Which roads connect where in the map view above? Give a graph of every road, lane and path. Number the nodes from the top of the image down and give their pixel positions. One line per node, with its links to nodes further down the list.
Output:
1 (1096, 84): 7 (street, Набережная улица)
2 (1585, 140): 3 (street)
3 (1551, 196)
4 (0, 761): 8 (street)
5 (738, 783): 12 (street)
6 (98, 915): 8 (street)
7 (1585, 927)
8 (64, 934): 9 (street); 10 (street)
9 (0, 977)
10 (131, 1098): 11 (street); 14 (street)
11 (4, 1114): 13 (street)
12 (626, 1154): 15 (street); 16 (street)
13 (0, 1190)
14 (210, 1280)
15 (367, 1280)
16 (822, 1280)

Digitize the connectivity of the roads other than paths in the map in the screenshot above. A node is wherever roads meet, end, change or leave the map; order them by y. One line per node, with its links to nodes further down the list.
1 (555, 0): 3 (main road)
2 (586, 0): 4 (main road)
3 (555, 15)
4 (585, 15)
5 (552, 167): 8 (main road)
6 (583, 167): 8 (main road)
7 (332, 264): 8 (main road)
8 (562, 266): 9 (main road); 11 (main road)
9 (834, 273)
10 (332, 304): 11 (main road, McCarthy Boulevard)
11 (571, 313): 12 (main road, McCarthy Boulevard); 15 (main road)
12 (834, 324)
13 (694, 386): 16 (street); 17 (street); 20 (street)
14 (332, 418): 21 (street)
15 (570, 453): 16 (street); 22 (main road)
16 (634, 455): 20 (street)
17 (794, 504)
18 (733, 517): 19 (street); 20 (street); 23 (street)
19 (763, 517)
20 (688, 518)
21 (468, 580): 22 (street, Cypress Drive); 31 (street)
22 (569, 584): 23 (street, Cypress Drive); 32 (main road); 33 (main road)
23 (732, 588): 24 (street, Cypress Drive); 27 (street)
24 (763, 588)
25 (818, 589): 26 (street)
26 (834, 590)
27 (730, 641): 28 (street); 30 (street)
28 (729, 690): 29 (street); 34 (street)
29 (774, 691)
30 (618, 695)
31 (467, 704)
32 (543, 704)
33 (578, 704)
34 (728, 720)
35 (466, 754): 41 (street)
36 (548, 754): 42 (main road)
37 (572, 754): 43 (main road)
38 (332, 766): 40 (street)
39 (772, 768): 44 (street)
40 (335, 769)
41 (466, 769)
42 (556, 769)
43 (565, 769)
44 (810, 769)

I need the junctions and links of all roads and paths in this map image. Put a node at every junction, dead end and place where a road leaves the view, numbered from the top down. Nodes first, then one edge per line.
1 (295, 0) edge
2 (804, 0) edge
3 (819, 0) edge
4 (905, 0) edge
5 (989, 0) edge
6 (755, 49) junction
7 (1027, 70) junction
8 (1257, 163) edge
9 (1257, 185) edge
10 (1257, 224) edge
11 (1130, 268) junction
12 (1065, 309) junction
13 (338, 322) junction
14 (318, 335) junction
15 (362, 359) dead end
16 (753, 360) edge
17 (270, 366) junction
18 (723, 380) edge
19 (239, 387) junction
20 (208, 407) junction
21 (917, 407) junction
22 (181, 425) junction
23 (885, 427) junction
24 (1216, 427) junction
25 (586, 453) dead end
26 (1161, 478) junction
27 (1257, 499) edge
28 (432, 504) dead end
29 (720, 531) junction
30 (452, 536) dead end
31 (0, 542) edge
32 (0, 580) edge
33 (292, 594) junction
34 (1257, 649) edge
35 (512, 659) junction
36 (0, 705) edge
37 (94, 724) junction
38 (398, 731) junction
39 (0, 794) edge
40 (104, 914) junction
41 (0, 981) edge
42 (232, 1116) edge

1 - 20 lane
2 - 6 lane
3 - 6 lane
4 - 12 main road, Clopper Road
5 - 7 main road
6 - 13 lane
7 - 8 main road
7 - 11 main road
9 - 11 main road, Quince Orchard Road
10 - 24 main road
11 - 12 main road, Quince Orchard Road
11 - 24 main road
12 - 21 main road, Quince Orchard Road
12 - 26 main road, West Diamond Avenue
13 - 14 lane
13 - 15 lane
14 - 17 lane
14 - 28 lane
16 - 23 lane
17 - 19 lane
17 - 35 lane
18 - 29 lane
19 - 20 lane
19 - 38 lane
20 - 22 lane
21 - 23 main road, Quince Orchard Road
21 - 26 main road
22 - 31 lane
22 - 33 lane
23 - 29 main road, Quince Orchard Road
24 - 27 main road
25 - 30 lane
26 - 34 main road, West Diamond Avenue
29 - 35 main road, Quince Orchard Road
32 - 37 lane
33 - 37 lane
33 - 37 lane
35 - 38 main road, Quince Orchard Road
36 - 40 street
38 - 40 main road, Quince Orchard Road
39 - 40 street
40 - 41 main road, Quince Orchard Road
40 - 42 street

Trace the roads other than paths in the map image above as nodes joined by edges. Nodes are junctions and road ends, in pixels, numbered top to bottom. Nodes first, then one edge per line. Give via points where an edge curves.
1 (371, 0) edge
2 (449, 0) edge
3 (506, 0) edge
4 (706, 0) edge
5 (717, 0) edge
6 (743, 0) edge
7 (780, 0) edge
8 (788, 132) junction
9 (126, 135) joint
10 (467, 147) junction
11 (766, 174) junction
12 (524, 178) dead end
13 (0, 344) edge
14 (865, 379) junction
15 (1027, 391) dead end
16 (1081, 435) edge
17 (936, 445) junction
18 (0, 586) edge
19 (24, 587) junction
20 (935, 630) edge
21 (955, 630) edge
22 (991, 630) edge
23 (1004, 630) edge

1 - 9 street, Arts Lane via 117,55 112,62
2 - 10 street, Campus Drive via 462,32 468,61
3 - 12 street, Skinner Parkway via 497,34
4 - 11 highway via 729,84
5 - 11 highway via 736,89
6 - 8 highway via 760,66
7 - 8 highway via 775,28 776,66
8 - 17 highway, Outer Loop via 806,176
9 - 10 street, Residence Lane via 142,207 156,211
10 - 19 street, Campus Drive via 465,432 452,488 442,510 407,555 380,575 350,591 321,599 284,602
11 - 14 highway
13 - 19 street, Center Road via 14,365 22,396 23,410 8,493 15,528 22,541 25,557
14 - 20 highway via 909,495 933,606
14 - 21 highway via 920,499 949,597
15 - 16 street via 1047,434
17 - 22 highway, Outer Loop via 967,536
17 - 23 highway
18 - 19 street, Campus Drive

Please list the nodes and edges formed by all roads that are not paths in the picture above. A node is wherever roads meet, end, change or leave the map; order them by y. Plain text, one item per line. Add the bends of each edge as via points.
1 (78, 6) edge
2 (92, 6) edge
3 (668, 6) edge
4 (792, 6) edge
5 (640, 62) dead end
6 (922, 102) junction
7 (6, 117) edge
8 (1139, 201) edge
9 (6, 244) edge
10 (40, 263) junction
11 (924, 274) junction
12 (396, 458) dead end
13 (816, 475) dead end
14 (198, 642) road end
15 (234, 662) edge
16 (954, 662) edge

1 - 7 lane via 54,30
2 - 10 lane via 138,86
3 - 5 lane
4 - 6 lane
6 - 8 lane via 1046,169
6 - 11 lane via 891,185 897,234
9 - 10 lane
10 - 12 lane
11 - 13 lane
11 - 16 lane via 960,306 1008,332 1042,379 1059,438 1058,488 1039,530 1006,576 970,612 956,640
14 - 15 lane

### What the task asks
Repeat the whole of the data above exactly as it appears.

### Answer below
Which roads connect where in the map view above? Give a graph of every road, lane and path. Number the nodes from the top of the image down and give their pixel positions. One line per node, with its links to nodes further down the list.
Output:
1 (1096, 84): 7 (street, Набережная улица)
2 (1585, 140): 3 (street)
3 (1551, 196)
4 (0, 761): 8 (street)
5 (738, 783): 12 (street)
6 (98, 915): 8 (street)
7 (1585, 927)
8 (64, 934): 9 (street); 10 (street)
9 (0, 977)
10 (131, 1098): 11 (street); 14 (street)
11 (4, 1114): 13 (street)
12 (626, 1154): 15 (street); 16 (street)
13 (0, 1190)
14 (210, 1280)
15 (367, 1280)
16 (822, 1280)

Digitize the connectivity of the roads other than paths in the map in the screenshot above. A node is wherever roads meet, end, change or leave the map; order them by y. One line per node, with its links to nodes further down the list.
1 (555, 0): 3 (main road)
2 (586, 0): 4 (main road)
3 (555, 15)
4 (585, 15)
5 (552, 167): 8 (main road)
6 (583, 167): 8 (main road)
7 (332, 264): 8 (main road)
8 (562, 266): 9 (main road); 11 (main road)
9 (834, 273)
10 (332, 304): 11 (main road, McCarthy Boulevard)
11 (571, 313): 12 (main road, McCarthy Boulevard); 15 (main road)
12 (834, 324)
13 (694, 386): 16 (street); 17 (street); 20 (street)
14 (332, 418): 21 (street)
15 (570, 453): 16 (street); 22 (main road)
16 (634, 455): 20 (street)
17 (794, 504)
18 (733, 517): 19 (street); 20 (street); 23 (street)
19 (763, 517)
20 (688, 518)
21 (468, 580): 22 (street, Cypress Drive); 31 (street)
22 (569, 584): 23 (street, Cypress Drive); 32 (main road); 33 (main road)
23 (732, 588): 24 (street, Cypress Drive); 27 (street)
24 (763, 588)
25 (818, 589): 26 (street)
26 (834, 590)
27 (730, 641): 28 (street); 30 (street)
28 (729, 690): 29 (street); 34 (street)
29 (774, 691)
30 (618, 695)
31 (467, 704)
32 (543, 704)
33 (578, 704)
34 (728, 720)
35 (466, 754): 41 (street)
36 (548, 754): 42 (main road)
37 (572, 754): 43 (main road)
38 (332, 766): 40 (street)
39 (772, 768): 44 (street)
40 (335, 769)
41 (466, 769)
42 (556, 769)
43 (565, 769)
44 (810, 769)

I need the junctions and links of all roads and paths in this map image. Put a node at every junction, dead end and place where a road leaves the view, numbered from the top down. Nodes first, then one edge per line.
1 (295, 0) edge
2 (804, 0) edge
3 (819, 0) edge
4 (905, 0) edge
5 (989, 0) edge
6 (755, 49) junction
7 (1027, 70) junction
8 (1257, 163) edge
9 (1257, 185) edge
10 (1257, 224) edge
11 (1130, 268) junction
12 (1065, 309) junction
13 (338, 322) junction
14 (318, 335) junction
15 (362, 359) dead end
16 (753, 360) edge
17 (270, 366) junction
18 (723, 380) edge
19 (239, 387) junction
20 (208, 407) junction
21 (917, 407) junction
22 (181, 425) junction
23 (885, 427) junction
24 (1216, 427) junction
25 (586, 453) dead end
26 (1161, 478) junction
27 (1257, 499) edge
28 (432, 504) dead end
29 (720, 531) junction
30 (452, 536) dead end
31 (0, 542) edge
32 (0, 580) edge
33 (292, 594) junction
34 (1257, 649) edge
35 (512, 659) junction
36 (0, 705) edge
37 (94, 724) junction
38 (398, 731) junction
39 (0, 794) edge
40 (104, 914) junction
41 (0, 981) edge
42 (232, 1116) edge

1 - 20 lane
2 - 6 lane
3 - 6 lane
4 - 12 main road, Clopper Road
5 - 7 main road
6 - 13 lane
7 - 8 main road
7 - 11 main road
9 - 11 main road, Quince Orchard Road
10 - 24 main road
11 - 12 main road, Quince Orchard Road
11 - 24 main road
12 - 21 main road, Quince Orchard Road
12 - 26 main road, West Diamond Avenue
13 - 14 lane
13 - 15 lane
14 - 17 lane
14 - 28 lane
16 - 23 lane
17 - 19 lane
17 - 35 lane
18 - 29 lane
19 - 20 lane
19 - 38 lane
20 - 22 lane
21 - 23 main road, Quince Orchard Road
21 - 26 main road
22 - 31 lane
22 - 33 lane
23 - 29 main road, Quince Orchard Road
24 - 27 main road
25 - 30 lane
26 - 34 main road, West Diamond Avenue
29 - 35 main road, Quince Orchard Road
32 - 37 lane
33 - 37 lane
33 - 37 lane
35 - 38 main road, Quince Orchard Road
36 - 40 street
38 - 40 main road, Quince Orchard Road
39 - 40 street
40 - 41 main road, Quince Orchard Road
40 - 42 street

Trace the roads other than paths in the map image above as nodes joined by edges. Nodes are junctions and road ends, in pixels, numbered top to bottom. Nodes first, then one edge per line. Give via points where an edge curves.
1 (371, 0) edge
2 (449, 0) edge
3 (506, 0) edge
4 (706, 0) edge
5 (717, 0) edge
6 (743, 0) edge
7 (780, 0) edge
8 (788, 132) junction
9 (126, 135) joint
10 (467, 147) junction
11 (766, 174) junction
12 (524, 178) dead end
13 (0, 344) edge
14 (865, 379) junction
15 (1027, 391) dead end
16 (1081, 435) edge
17 (936, 445) junction
18 (0, 586) edge
19 (24, 587) junction
20 (935, 630) edge
21 (955, 630) edge
22 (991, 630) edge
23 (1004, 630) edge

1 - 9 street, Arts Lane via 117,55 112,62
2 - 10 street, Campus Drive via 462,32 468,61
3 - 12 street, Skinner Parkway via 497,34
4 - 11 highway via 729,84
5 - 11 highway via 736,89
6 - 8 highway via 760,66
7 - 8 highway via 775,28 776,66
8 - 17 highway, Outer Loop via 806,176
9 - 10 street, Residence Lane via 142,207 156,211
10 - 19 street, Campus Drive via 465,432 452,488 442,510 407,555 380,575 350,591 321,599 284,602
11 - 14 highway
13 - 19 street, Center Road via 14,365 22,396 23,410 8,493 15,528 22,541 25,557
14 - 20 highway via 909,495 933,606
14 - 21 highway via 920,499 949,597
15 - 16 street via 1047,434
17 - 22 highway, Outer Loop via 967,536
17 - 23 highway
18 - 19 street, Campus Drive

Please list the nodes and edges formed by all roads that are not paths in the picture above. A node is wherever roads meet, end, change or leave the map; order them by y. Plain text, one item per line. Add the bends of each edge as via points.
1 (78, 6) edge
2 (92, 6) edge
3 (668, 6) edge
4 (792, 6) edge
5 (640, 62) dead end
6 (922, 102) junction
7 (6, 117) edge
8 (1139, 201) edge
9 (6, 244) edge
10 (40, 263) junction
11 (924, 274) junction
12 (396, 458) dead end
13 (816, 475) dead end
14 (198, 642) road end
15 (234, 662) edge
16 (954, 662) edge

1 - 7 lane via 54,30
2 - 10 lane via 138,86
3 - 5 lane
4 - 6 lane
6 - 8 lane via 1046,169
6 - 11 lane via 891,185 897,234
9 - 10 lane
10 - 12 lane
11 - 13 lane
11 - 16 lane via 960,306 1008,332 1042,379 1059,438 1058,488 1039,530 1006,576 970,612 956,640
14 - 15 lane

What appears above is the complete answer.